— Вставай!
Тишина. Только ветер свистнул в щели забора.
Николаю стало страшно. Не за брата — за себя.
"Если помрет тут — затаскают ведь. Протоколы, участковый, срам на всё село... Скажут: родного брата у ворот заморозил".
Эта мысль — мелкая, трусливая, фарисейская — кольнула, заставила действовать.
Он нагнулся, схватил брата за ворот куртки. Рука в рукавице ощутила жуткую твердость промерзшей ткани. Тело было тяжелым, неподатливым, будто из глины лепленное, но уже засохшее.
— Вставай, идол! — Николай рванул его на себя, пытаясь оторвать от спасительного оцепенения.
Голова Сергея мотнулась, как у тряпичной куклы.
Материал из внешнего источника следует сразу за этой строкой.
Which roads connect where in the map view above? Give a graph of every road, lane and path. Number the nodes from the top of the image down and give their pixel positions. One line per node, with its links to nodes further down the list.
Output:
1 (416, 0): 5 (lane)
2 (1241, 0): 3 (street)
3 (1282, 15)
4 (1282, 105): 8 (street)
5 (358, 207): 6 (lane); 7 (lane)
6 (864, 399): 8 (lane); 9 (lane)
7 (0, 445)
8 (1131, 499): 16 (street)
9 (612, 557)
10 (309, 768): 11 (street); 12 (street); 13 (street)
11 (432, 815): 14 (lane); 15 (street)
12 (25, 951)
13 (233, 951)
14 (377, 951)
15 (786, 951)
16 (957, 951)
Шапка упала в снег. Открылось лицо — серое, с инеем на ресницах, с приоткрытым ртом.
Николай брезгливо отвел взгляд, стараясь не смотреть в эти черты, которые были так мучительно похожи на отцовские.
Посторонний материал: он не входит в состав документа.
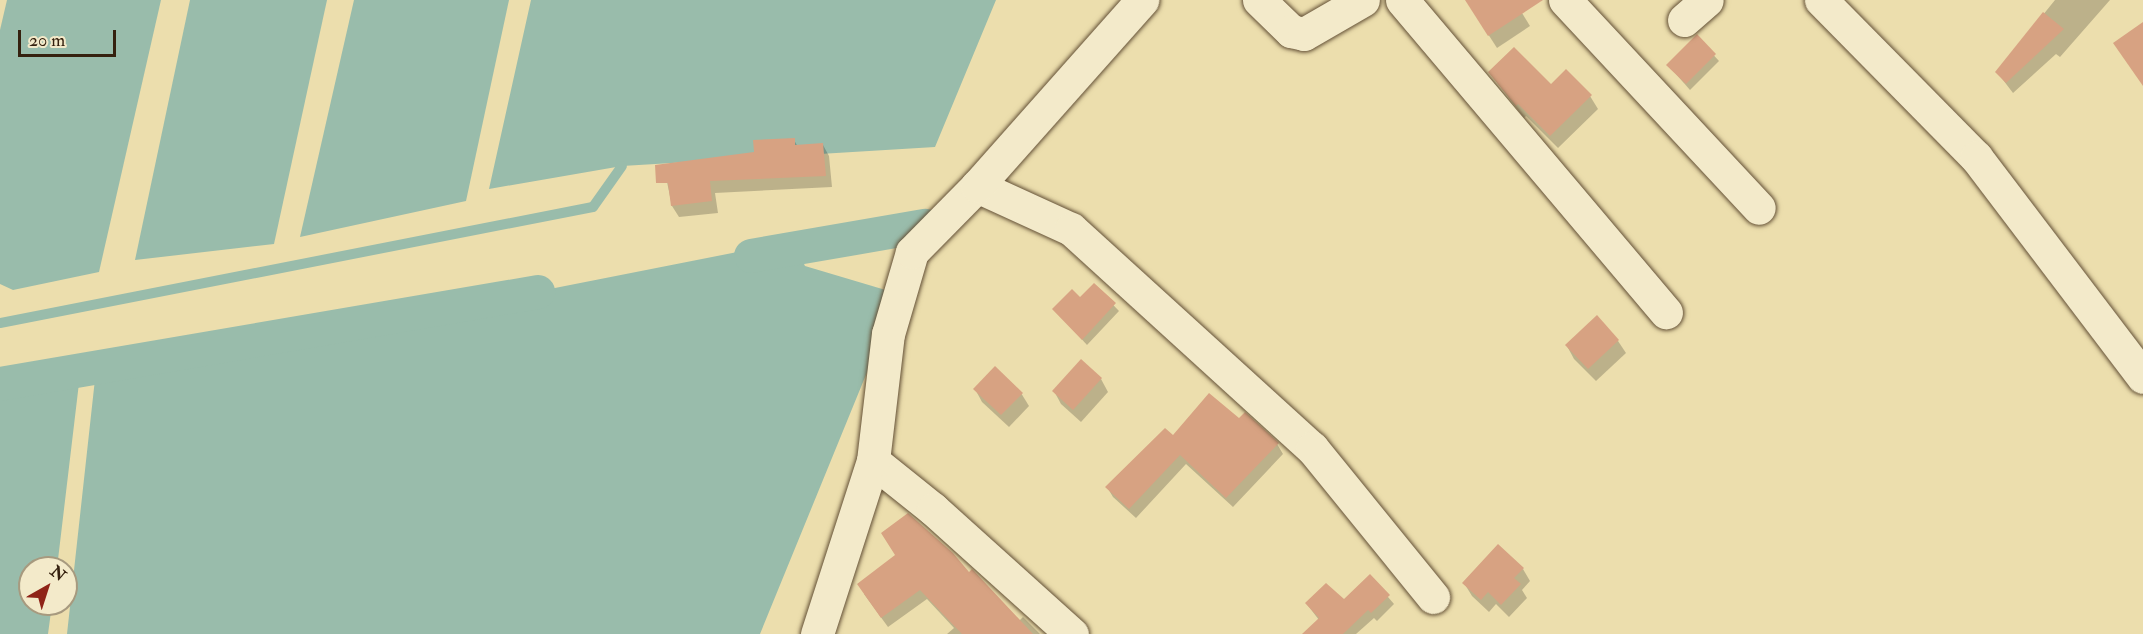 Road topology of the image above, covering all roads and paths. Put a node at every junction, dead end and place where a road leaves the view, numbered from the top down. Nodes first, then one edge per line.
1 (1142, 0) edge
2 (1259, 0) edge
3 (1363, 0) edge
4 (1402, 0) edge
5 (1565, 0) edge
6 (1821, 0) edge
7 (977, 186) junction
8 (1759, 208) dead end
9 (1666, 312) dead end
10 (2143, 377) edge
11 (873, 461) junction
12 (1433, 597) dead end
13 (817, 634) edge
14 (1072, 634) edge

1 - 7 street
2 - 3 street
4 - 9 street
5 - 8 street
6 - 10 street
7 - 11 street
7 - 12 street
11 - 13 street
11 - 14 street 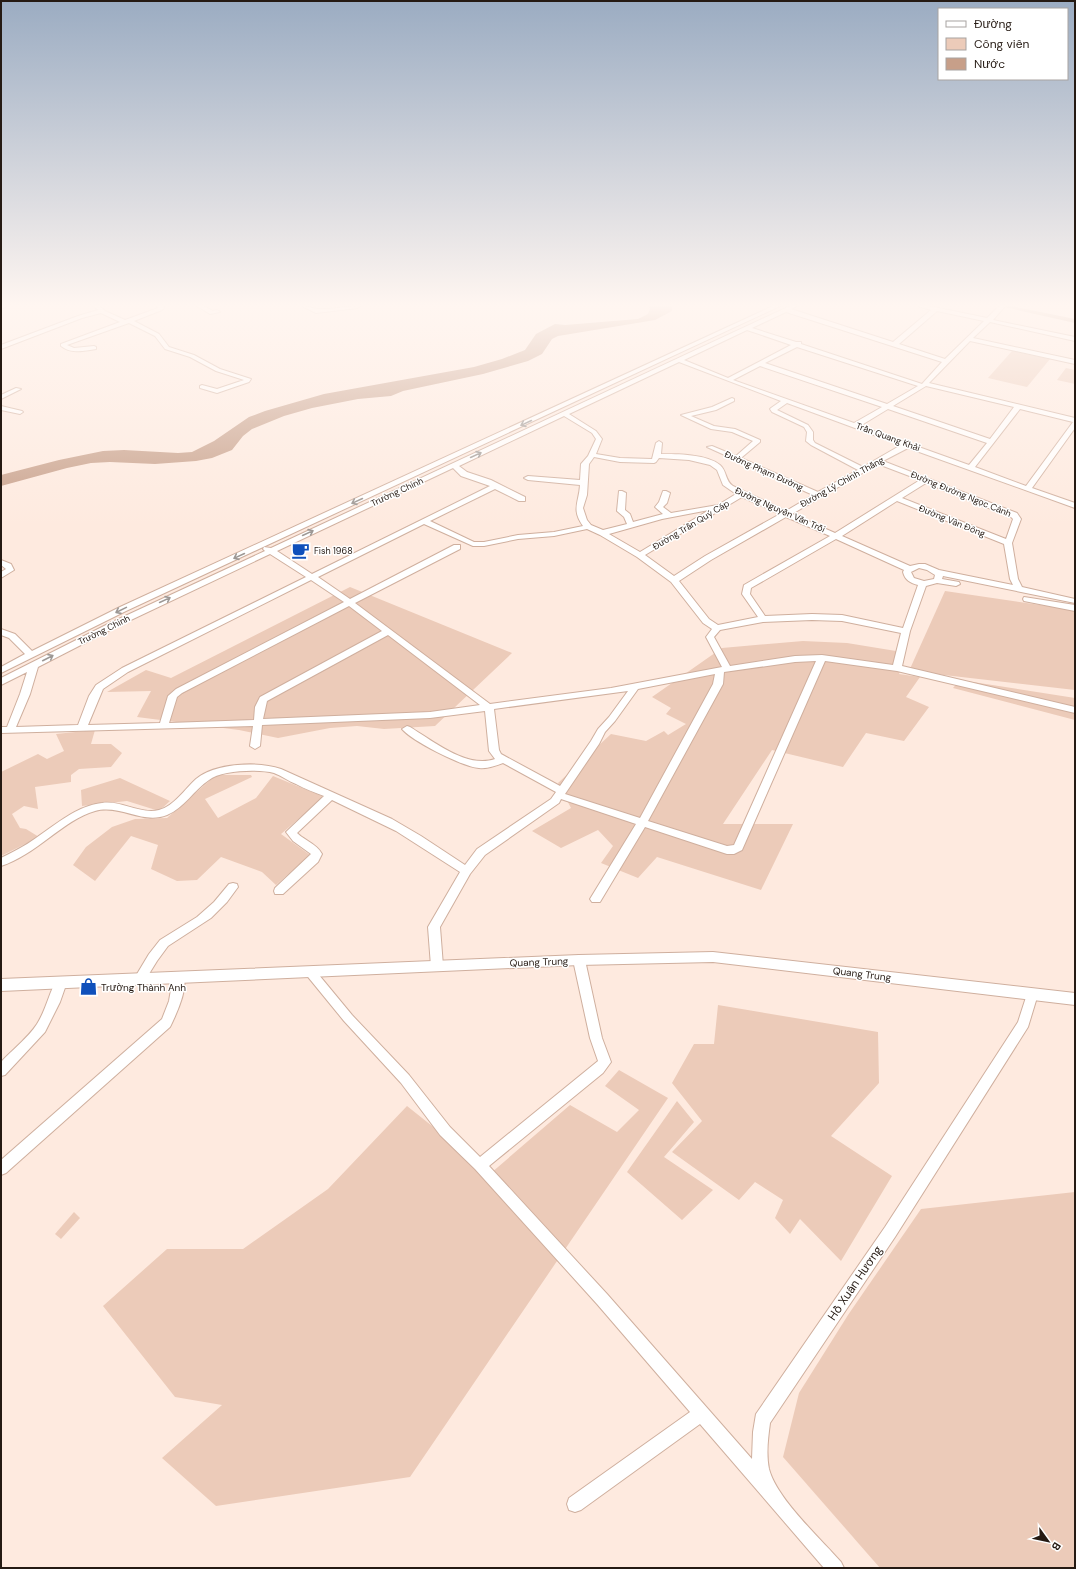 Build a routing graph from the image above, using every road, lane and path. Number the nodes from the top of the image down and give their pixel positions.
1 (248, 379) edge
2 (620, 379) edge
3 (638, 379) edge
4 (806, 379) edge
5 (910, 379) edge
6 (929, 379) edge
7 (728, 380) edge
8 (925, 384) junction
9 (202, 387) dead end
10 (18, 389) dead end
11 (1, 397) edge
12 (732, 400) dead end
13 (786, 401) junction
14 (1019, 406) junction
15 (887, 407) junction
16 (1, 408) edge
17 (20, 412) dead end
18 (565, 414) junction
19 (1075, 421) edge
20 (856, 426) junction
21 (991, 442) junction
22 (659, 443) dead end
23 (907, 445) junction
24 (710, 447) dead end
25 (592, 455) junction
26 (657, 456) junction
27 (736, 458) junction
28 (442, 462) junction
29 (879, 462) junction
30 (453, 466) junction
31 (971, 468) junction
32 (863, 470) junction
33 (528, 478) dead end
34 (924, 480) junction
35 (584, 483) junction
36 (495, 486) junction
37 (1027, 489) junction
38 (622, 493) dead end
39 (666, 493) dead end
40 (742, 494) junction
41 (818, 495) junction
42 (522, 498) dead end
43 (896, 498) junction
44 (1075, 506) edge
45 (721, 507) junction
46 (786, 513) junction
47 (669, 515) junction
48 (424, 521) junction
49 (631, 525) junction
50 (588, 527) junction
51 (603, 533) junction
52 (836, 536) junction
53 (1008, 543) junction
54 (261, 546) junction
55 (458, 547) dead end
56 (270, 551) junction
57 (640, 554) junction
58 (1, 562) edge
59 (909, 569) junction
60 (937, 572) junction
61 (1, 576) edge
62 (312, 577) junction
63 (674, 580) junction
64 (937, 581) junction
65 (923, 584) junction
66 (1019, 590) junction
67 (1075, 601) edge
68 (349, 603) junction
69 (1075, 608) edge
70 (763, 619) junction
71 (717, 628) junction
72 (388, 631) junction
73 (906, 631) junction
74 (1, 632) edge
75 (31, 655) junction
76 (822, 658) junction
77 (34, 665) junction
78 (897, 668) junction
79 (724, 669) junction
80 (1, 670) edge
81 (1, 682) edge
82 (635, 687) junction
83 (489, 708) junction
84 (1075, 710) edge
85 (258, 722) junction
86 (164, 725) junction
87 (82, 728) junction
88 (6, 730) edge
89 (407, 730) dead end
90 (255, 746) dead end
91 (503, 759) junction
92 (560, 793) junction
93 (331, 795) junction
94 (642, 823) junction
95 (1, 862) edge
96 (466, 871) junction
97 (233, 887) dead end
98 (279, 891) dead end
99 (596, 899) dead end
100 (579, 960) junction
101 (437, 966) junction
102 (310, 972) junction
103 (179, 978) junction
104 (140, 979) junction
105 (61, 982) junction
106 (1, 985) edge
107 (1032, 994) junction
108 (1075, 999) edge
109 (1, 1070) edge
110 (480, 1166) junction
111 (1, 1169) edge
112 (700, 1414) junction
113 (772, 1495) junction
114 (575, 1504) dead end
115 (835, 1568) edge

1 - 9 street
2 -> 28 street, Trường Chinh
3 - 18 street, Trường Chinh
4 - 15 street
5 - 8 street
6 - 8 street
7 - 13 street, Trần Quang Khải
8 - 14 street
8 - 15 street
10 - 11 street
12 - 27 street
13 - 20 street, Trần Quang Khải
13 - 32 street
14 - 19 street
14 - 21 street
15 - 20 street
15 - 21 street
16 - 17 street
18 - 25 street
30 -> 18 street, Trường Chinh
19 - 37 street
20 - 23 street, Trần Quang Khải
21 - 31 street
22 - 26 street
23 - 29 street, Đường Lý Chính Thắng
23 - 31 street, Trần Quang Khải
24 - 27 street, Đường Phạm Đường
25 - 26 street, Đường Nguyễn Văn Trỗi
25 - 35 street
26 - 40 street, Đường Nguyễn Văn Trỗi
27 - 41 street, Đường Phạm Đường
28 - 30 street
28 -> 54 street, Trường Chinh
29 - 32 street, Đường Lý Chính Thắng
29 - 34 street, Đường Đường Ngọc Cảnh
30 - 36 street
56 -> 30 street, Trường Chinh
31 - 37 street, Trần Quang Khải
32 - 41 street, Đường Lý Chính Thắng
33 - 35 street
34 - 43 street
34 - 53 street, Đường Đường Ngọc Cảnh
35 - 50 street
36 - 42 street
36 - 48 street
37 - 44 street, Trần Quang Khải
38 - 49 street
39 - 47 street
40 - 45 street, Đường Trần Quý Cáp
40 - 46 street, Đường Nguyễn Văn Trỗi
41 - 46 street, Đường Lý Chính Thắng
43 - 52 street
43 - 53 street, Đường Vân Đông
45 - 47 street
45 - 57 street, Đường Trần Quý Cáp
46 - 52 street, Đường Nguyễn Văn Trỗi
46 - 63 street, Đường Lý Chính Thắng
47 - 49 street
48 - 50 street
48 - 62 street
49 - 51 street
50 - 51 street
51 - 57 street
52 - 59 street, Đường Nguyễn Văn Trỗi
52 - 70 street
53 - 66 street
54 - 56 street
54 -> 75 street, Trường Chinh
55 - 68 street
56 - 62 street
77 -> 56 street, Trường Chinh
57 - 63 street
58 - 61 street
59 - 60 street
59 - 65 street
60 - 64 street
60 - 66 street
62 - 68 street
62 - 87 street
63 - 71 street
64 - 65 street
64 - 69 street
65 - 73 street
66 - 67 street
68 - 72 street
68 - 86 street
70 - 71 street
70 - 73 street
71 - 79 street
72 - 83 street
72 - 85 street
73 - 78 street
74 - 75 street
75 - 80 street, Trường Chinh
76 - 78 street
76 - 79 street
76 - 94 street
77 - 81 street, Trường Chinh
77 - 88 street
78 - 84 street
79 - 82 street
79 - 94 street
82 - 83 street
82 - 92 street
83 - 85 street
83 - 91 street
85 - 86 street
85 - 90 street
86 - 87 street
87 - 88 street
89 - 91 street
91 - 92 street
92 - 94 street
92 - 96 street
93 - 95 street
93 - 96 street
93 - 98 street
94 - 99 street
96 - 101 street
97 - 104 street
100 - 101 main road, Quang Trung
100 - 107 main road, Quang Trung
100 - 110 street
101 - 102 main road, Quang Trung
102 - 103 main road, Quang Trung
102 - 110 street
103 - 104 main road, Quang Trung
103 - 111 street
104 - 105 main road, Quang Trung
105 - 106 main road, Quang Trung
105 - 109 street
107 - 108 main road, Quang Trung
107 - 113 street, Hồ Xuân Hương
110 - 112 street
112 - 113 street
112 - 114 street
113 - 115 street, Hồ Xuân Hương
Он ждал привычного: пьяного мычания, ругани, запаха перегара. Он ждал, что "грех" сейчас проявит себя, и тогда со спокойной совестью можно будет вытолкать его взашей или бросить в сарай до утра.
"Господи, избавь меня от этой грязи", — прошептал Николай. Но небо молчало.
Он ударил брата ладонью по щеке — раз, другой. Чтобы привести в чувство. Чтобы тот открыл глаза и сам, своими ногами, ушел прочь из его жизни.
Сергей вздрогнул. Веки его дрогнули, с трудом разлипаясь, стряхивая ледяную крошку.
Мутный, плавающий взгляд попытался сфокусироваться на фонаре, а потом скользнул выше — на бородатое, суровое лицо Николая, освещенное снизу желтым светом.
Время в этот момент замерло. Казалось, даже мороз перестал кусаться.
Николай ждал.
Губы брата, синие, потрескавшиеся, шевельнулись. Из груди вырвался сиплый звук, похожий на шелест сухих листьев.
Но в этом звуке не было просьбы о похмелье. Не было страха. И не было взрослого, пропитого Сергея.
Сквозь маску порока, сквозь годы падения, из какой-то запредельной глубины, где душа все еще оставалась ребенком, прозвучал голос...
Голос прозвучал тихо, на грани слышимости, но в морозном воздухе, поразил кристальной акустикой, каждое слово упало весомо, как капля расплавленного свинца на голую кожу.
— Колька... — выдохнул Сергей, и странная, детская улыбка тронула его посиневшие губы.
— Колька... у тебя нос белый... потри варежкой скорее... а то мамка заругает...
Николай дернулся, словно его хлестнули кнутом. Рука, державшая брата за воротник, разжалась сама собой.
Мир качнулся. Фонарь в другой руке заплясал, отбрасывая безумные тени на забор.
Николай стоял и хватал ртом воздух, а воздуха не было. Было только это: "Колька". И "нос белый". И "мамка".
Тридцать лет исчезли. Сгорели в одну секунду.
Не было ни этого ледяного, правильного дома, ни "позора" семьи, ни пропитого наследства. Была только снежная горка за околицей. Им по пять и семь лет. Мороз щиплет щеки. Санки летят вниз, ветер свистит в ушах, и счастье такое острое, что хочется кричать.
И маленький Сережка, закутанный в пуховый платок крест-накрест, тянет к нему варежку на резинке, заботится, боится за старшего...
Николай посмотрел на "тело" у своих ног.
Он увидел страшное.
Он увидел, что перед ним лежит не пьяница. Перед ним лежит человек, который в смертном бреду, на пороге Вечности, когда душа уже наполовину там, не проклинает холод, не просит водки, не молит о пощаде. Он — любит.
Из своего ледяного ада, из грязи и распада, он жалеет «благополучного» брата. Беспокоится о его носе.
— Господи... — прошептал Николай, и это первое слово было настоящим.
— Господи, что же это?..
Ему вдруг стало ясно до тошноты, до физической боли в грудине:
вот сейчас, на этом Страшном Суде у забора, пьяный Сергей — свят.
А он, Николай, со своими иконами, постами и чистотой — убийца Каин.